Bitter Melon and Chicken Roti in Phan Rang- On the Road Part 3

Phan Rang is a small coastal city which is located a few hours away from Da Lat.  As you approach Phan Rang the countryside appears to go through a change.  The lush greens of most everywhere in Vietnam turn into sandy wind blown desert with rocky outcrops, scrub brush, and cacti.  Our stop in Phan Rang was brief.  We stopped to eat at a small corner restaurant which served us chicken roti and bitter melon soup.  The bitter melon is gross.  It is really tough to eat and one of the few foods I don't like in Vietnam.  Chicken roti is rice and spicy fried chicken Vietnamese style.  The city is small and we were in an out of it quickly and off into the desert.

These region in Vietnam was at the heart of the Champa kingdom.  The Cham are an ethnic minority in Vietnam now, but at one point ruled the southern coast.  Their kingdom began to solidify in the 2nd century AD and lasted into 18th century, with its height being the 11th and 12th century.  What is unique about the Cham is their precipitous fall from power and their belief in the Hindu religion.  The south eastern coast of Vietnam is dotted with Cham towers exhibiting medieval Hindu art.  The Cham kingdom for centuries was a stop for merchants travelling and sailing along the spice route.  Columbus could have stopped in Phan Rang had he gone in the right direction.

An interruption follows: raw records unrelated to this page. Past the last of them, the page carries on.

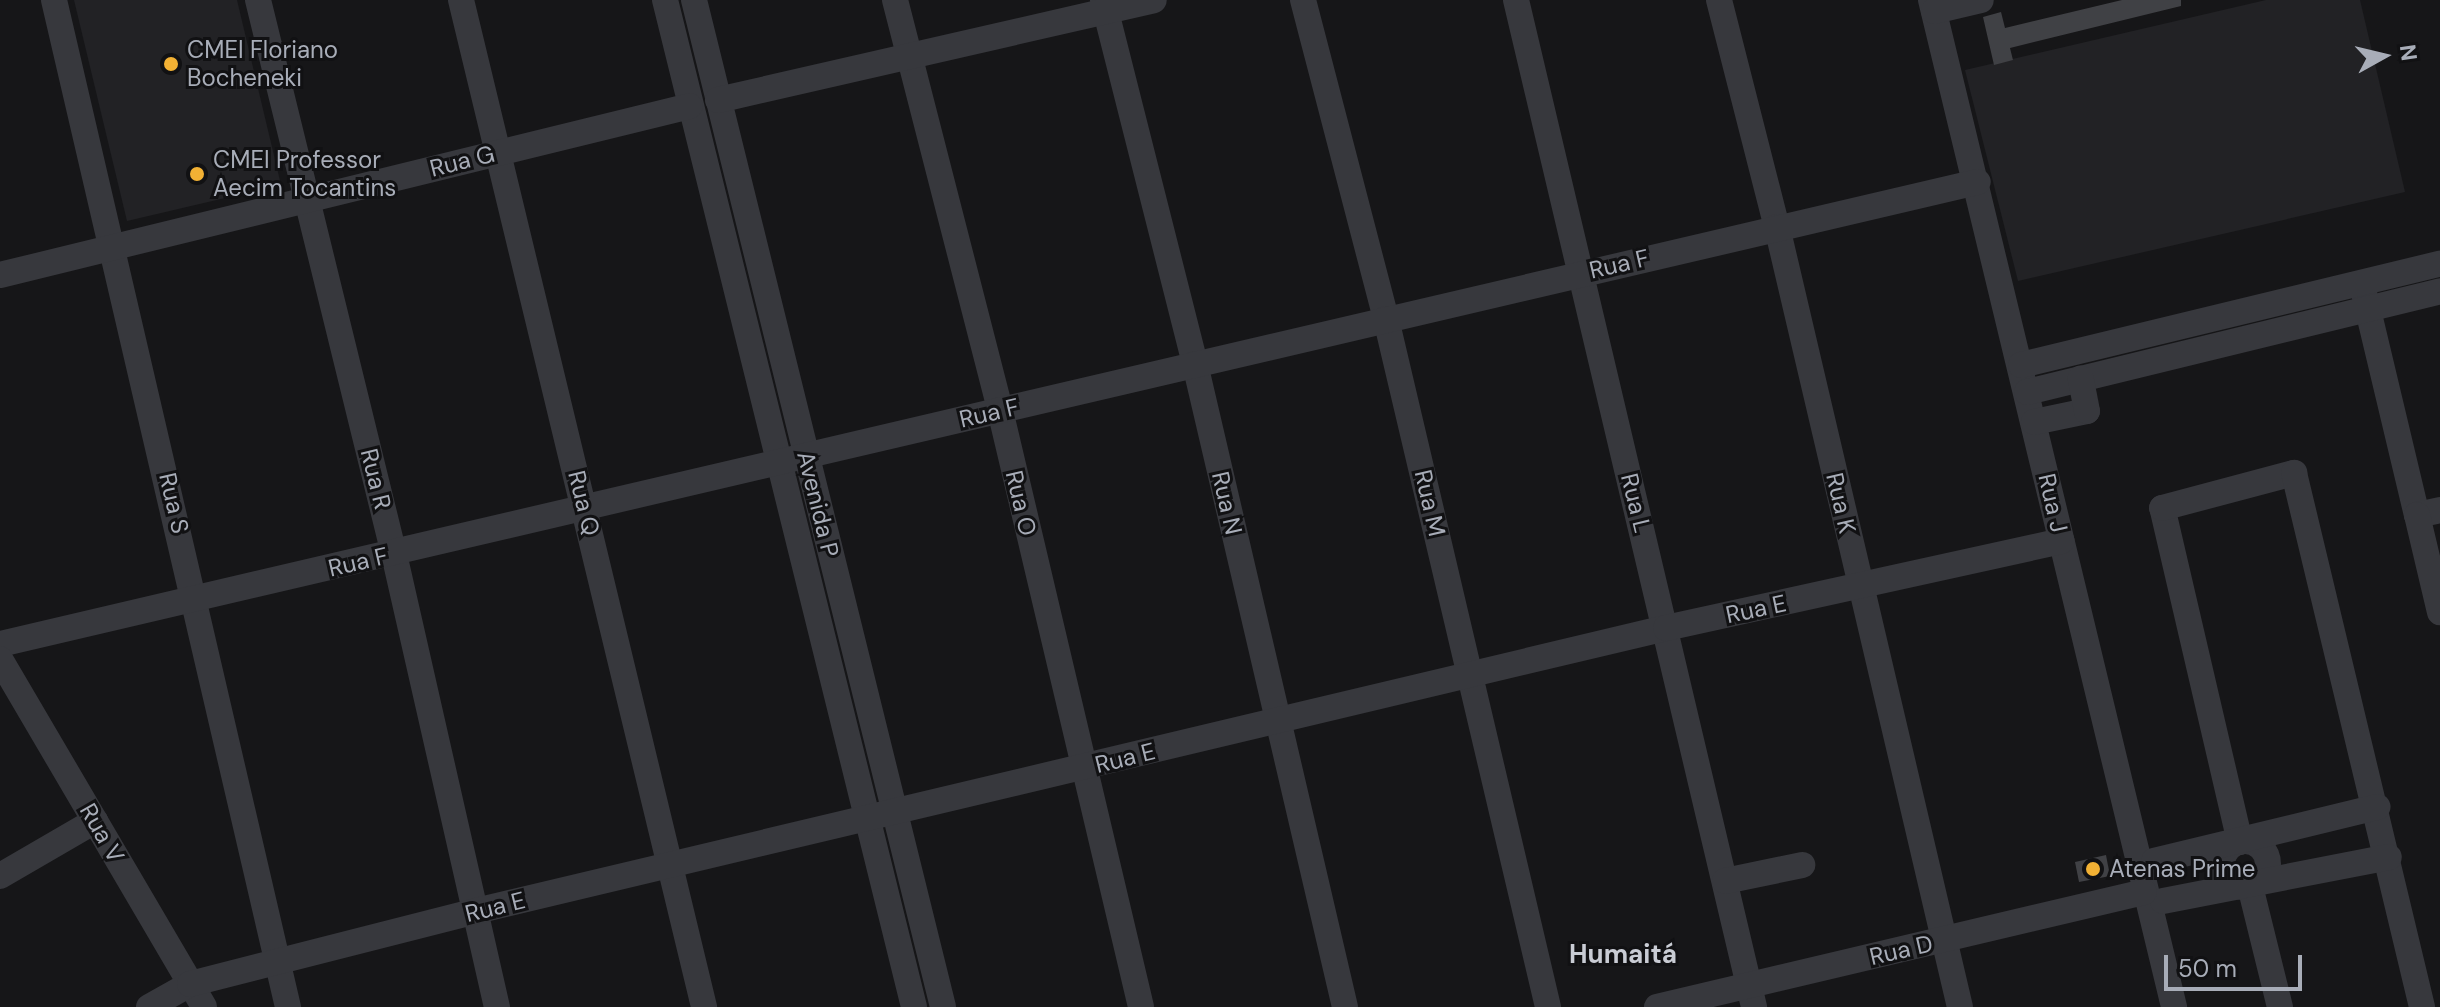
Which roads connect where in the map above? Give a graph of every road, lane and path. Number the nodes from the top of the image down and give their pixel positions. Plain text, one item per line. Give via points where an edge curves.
1 (54, 0) edge
2 (258, 0) edge
3 (461, 0) edge
4 (665, 0) edge
5 (694, 0) edge
6 (895, 0) edge
7 (1154, 0) edge
8 (1303, 0) edge
9 (1516, 0) edge
10 (1719, 0) edge
11 (1981, 0) edge
12 (1104, 6) edge
13 (1932, 6) edge
14 (909, 57) junction
15 (718, 100) junction
16 (690, 106) junction
17 (498, 152) junction
18 (1978, 182) junction
19 (308, 198) junction
20 (1777, 227) junction
21 (113, 248) junction
22 (2440, 264) edge
23 (1581, 273) junction
24 (0, 275) edge
25 (2361, 282) junction
26 (2440, 291) edge
27 (2368, 309) junction
28 (1386, 319) junction
29 (1195, 364) junction
30 (2021, 365) junction
31 (2081, 379) junction
32 (2027, 392) junction
33 (1000, 410) junction
34 (2034, 422) junction
35 (806, 455) junction
36 (780, 461) junction
37 (585, 508) junction
38 (2429, 513) edge
39 (2062, 541) junction
40 (394, 554) junction
41 (1860, 587) junction
42 (197, 600) junction
43 (2440, 612) edge
44 (1666, 628) junction
45 (0, 643) edge
46 (3, 671) edge
47 (1470, 674) junction
48 (1278, 721) junction
49 (1083, 768) junction
50 (2122, 796) junction
51 (2378, 807) junction
52 (897, 811) junction
53 (867, 817) junction
54 (95, 821) junction
55 (2240, 842) junction
56 (2389, 857) junction
57 (2154, 861) junction
58 (670, 865) junction
59 (1802, 865) dead end
60 (0, 876) edge
61 (1725, 881) junction
62 (2250, 886) junction
63 (2154, 896) junction
64 (476, 911) junction
65 (1944, 940) junction
66 (279, 962) junction
67 (190, 984) junction
68 (1751, 996) edge
69 (2172, 1001) edge
70 (149, 1007) edge
71 (204, 1007) edge
72 (288, 1007) edge
73 (497, 1007) edge
74 (704, 1007) edge
75 (914, 1007) edge
76 (943, 1007) edge
77 (1141, 1007) edge
78 (1345, 1007) edge
79 (1548, 1007) edge
80 (1657, 1007) edge
81 (1960, 1007) edge
82 (2280, 1007) edge
83 (2422, 1007) edge

1 - 21 street, Rua S
2 - 19 street, Rua R
3 - 17 street, Rua Q
4 - 16 street, Avenida P
5 - 15 street, Avenida P
6 - 14 street, Rua O
7 - 12 street
8 - 28 street, Rua M
9 - 23 street, Rua L
10 - 20 street, Rua K
11 - 13 street
12 - 14 street
12 - 29 street, Rua N
13 - 18 street, Rua J
14 - 15 street
14 - 33 street, Rua O
15 - 35 street, Avenida P
16 - 17 street, Rua G
16 - 36 street, Avenida P
17 - 19 street, Rua G
17 - 37 street, Rua Q
18 - 20 street, Rua F
18 - 30 street, Rua J
19 - 21 street, Rua G
19 - 40 street, Rua R
20 - 23 street, Rua F
20 - 41 street, Rua K
21 - 24 street, Rua G
21 - 42 street, Rua S
22 - 25 street
23 - 28 street, Rua F
23 - 44 street, Rua L
25 - 27 street
25 - 30 street
26 - 27 street
27 - 31 street
27 - 38 street
28 - 29 street, Rua F
28 - 47 street, Rua M
29 - 33 street, Rua F
29 - 48 street, Rua N
30 - 32 street, Rua J
31 - 32 street
31 - 34 street via 2087,411
32 - 34 street, Rua J
33 - 35 street, Rua F
33 - 49 street, Rua O
34 - 39 street, Rua J
35 - 36 street, Rua F
35 - 52 street, Avenida P
36 - 37 street, Rua F
36 - 53 street, Avenida P
37 - 40 street, Rua F
37 - 58 street, Rua Q
38 - 43 street
39 - 41 street, Rua E
39 - 50 street, Rua J
40 - 42 street, Rua F
40 - 64 street, Rua R
41 - 44 street, Rua E
41 - 65 street, Rua K
42 - 45 street, Rua F
42 - 66 street, Rua S
44 - 47 street, Rua E
44 - 61 street, Rua L
46 - 54 street, Rua V
47 - 48 street, Rua E
47 - 79 street, Rua M
48 - 49 street, Rua E
48 - 78 street, Rua N
49 - 52 street, Rua E
49 - 77 street, Rua O
50 - 57 street via 2140,803
50 - 63 street, Rua J
51 - 55 street
51 - 55 street via 2294,473 2162,508
51 - 56 street
52 - 53 street, Rua E
52 - 76 street, Avenida P
53 - 58 street, Rua E
53 - 75 street, Avenida P
54 - 60 street
54 - 67 street, Rua V
55 - 57 street
55 - 62 street via 2224,855 2223,869 2236,886
56 - 62 street, Rua D
56 - 83 street
57 - 63 street
58 - 64 street, Rua E
58 - 74 street, Rua Q
59 - 61 street
61 - 68 street, Rua L
62 - 63 street, Rua D
62 - 82 street
63 - 65 street, Rua D
63 - 69 street, Rua J
64 - 66 street, Rua E
64 - 73 street, Rua R
65 - 68 street, Rua D
65 - 81 street, Rua K
66 - 67 street, Rua E
66 - 72 street, Rua S
67 - 70 street, Rua E
67 - 71 street, Rua V
68 - 80 street, Rua D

On our way we made a short pit stop to inspect an old railroad bridge and interview some locals.

Monday, January 18, 2010

Bun Bo Hue


Bun Bo Hue is one of my favorite foods and I probably eat it every other day or so.  I usually go down to a little family owned shop on Bui Thi Xuan (pronounced similar to "booty swan").  I go there often enough that they no longer ask me what I want, they just assume it's Bun Bo Hue and a Saigon beer.  The soup starts with a broth that sits simmering all day long in large cauldrons.  It is flavored with a mix of spices and herbs, and because it is from the city of Hue it is usually made very spicy.  To make it one starts with a bowl of rice noodles, then adds cuts of beef, chives, pepper, and a hunk of liver.  Add to this the broth that has been simmering all day for however long a family has been handing down their recipe.  After this it is up to the patron to decide how to finish off their meal.  I usually add shredded lettuce, some fermented red pepper, and a bit of lime juice.  It's designed to be a full meal in a bowl, carbs, veggies, and meat altogether.  This cost me about 15,000VND, less than a dollar.  This is dinner most nights.

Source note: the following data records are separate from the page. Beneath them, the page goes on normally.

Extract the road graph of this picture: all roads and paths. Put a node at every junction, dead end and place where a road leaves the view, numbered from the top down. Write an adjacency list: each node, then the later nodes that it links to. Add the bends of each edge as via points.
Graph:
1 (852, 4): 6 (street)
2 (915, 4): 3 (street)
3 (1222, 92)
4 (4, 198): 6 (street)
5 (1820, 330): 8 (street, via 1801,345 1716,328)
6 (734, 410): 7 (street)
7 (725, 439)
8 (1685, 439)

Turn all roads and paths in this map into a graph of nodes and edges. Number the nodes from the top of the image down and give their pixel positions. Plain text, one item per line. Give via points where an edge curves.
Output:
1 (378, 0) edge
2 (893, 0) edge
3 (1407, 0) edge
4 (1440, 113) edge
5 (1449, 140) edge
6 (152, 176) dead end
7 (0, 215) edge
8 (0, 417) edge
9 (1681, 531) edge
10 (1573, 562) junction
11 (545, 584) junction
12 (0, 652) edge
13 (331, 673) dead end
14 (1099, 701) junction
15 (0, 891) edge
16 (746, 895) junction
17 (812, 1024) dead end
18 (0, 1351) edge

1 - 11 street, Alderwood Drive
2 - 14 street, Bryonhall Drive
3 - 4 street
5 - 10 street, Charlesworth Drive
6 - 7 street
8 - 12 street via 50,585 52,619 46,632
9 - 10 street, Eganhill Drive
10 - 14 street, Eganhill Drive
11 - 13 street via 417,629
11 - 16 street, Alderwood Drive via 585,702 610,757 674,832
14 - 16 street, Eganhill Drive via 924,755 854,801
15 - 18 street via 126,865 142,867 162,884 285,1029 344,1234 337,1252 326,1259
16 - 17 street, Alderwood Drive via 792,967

Saturday, January 16, 2010

"Ocean in view! O! The Joy!"- On the Road Part 2


The road bends through small mountain towns and minority villages.  We stop to take pictures, and the people look and gaze at the travelers.  I can't tell if they're staring because were obviously Americans well off the beaten path or if it's because I'm wearing my ridiculous flower shirt.  From Da Lat there was short drop down, but now we have to journey upwards to crest the mountain and gain full view of the valley ahead of us.  At a bend that juts out over the declining vale sits a small Buddhist shrine.  The shrine was far from people and empty when we arrived.  From the carved mound which it sat adjacent to, one could see the whole of the valley from the road hence we came to the windy Pacific ocean.  I could see all of the coast and how far we still had to go to Phan Rang.  I understood why their had been a shrine here always.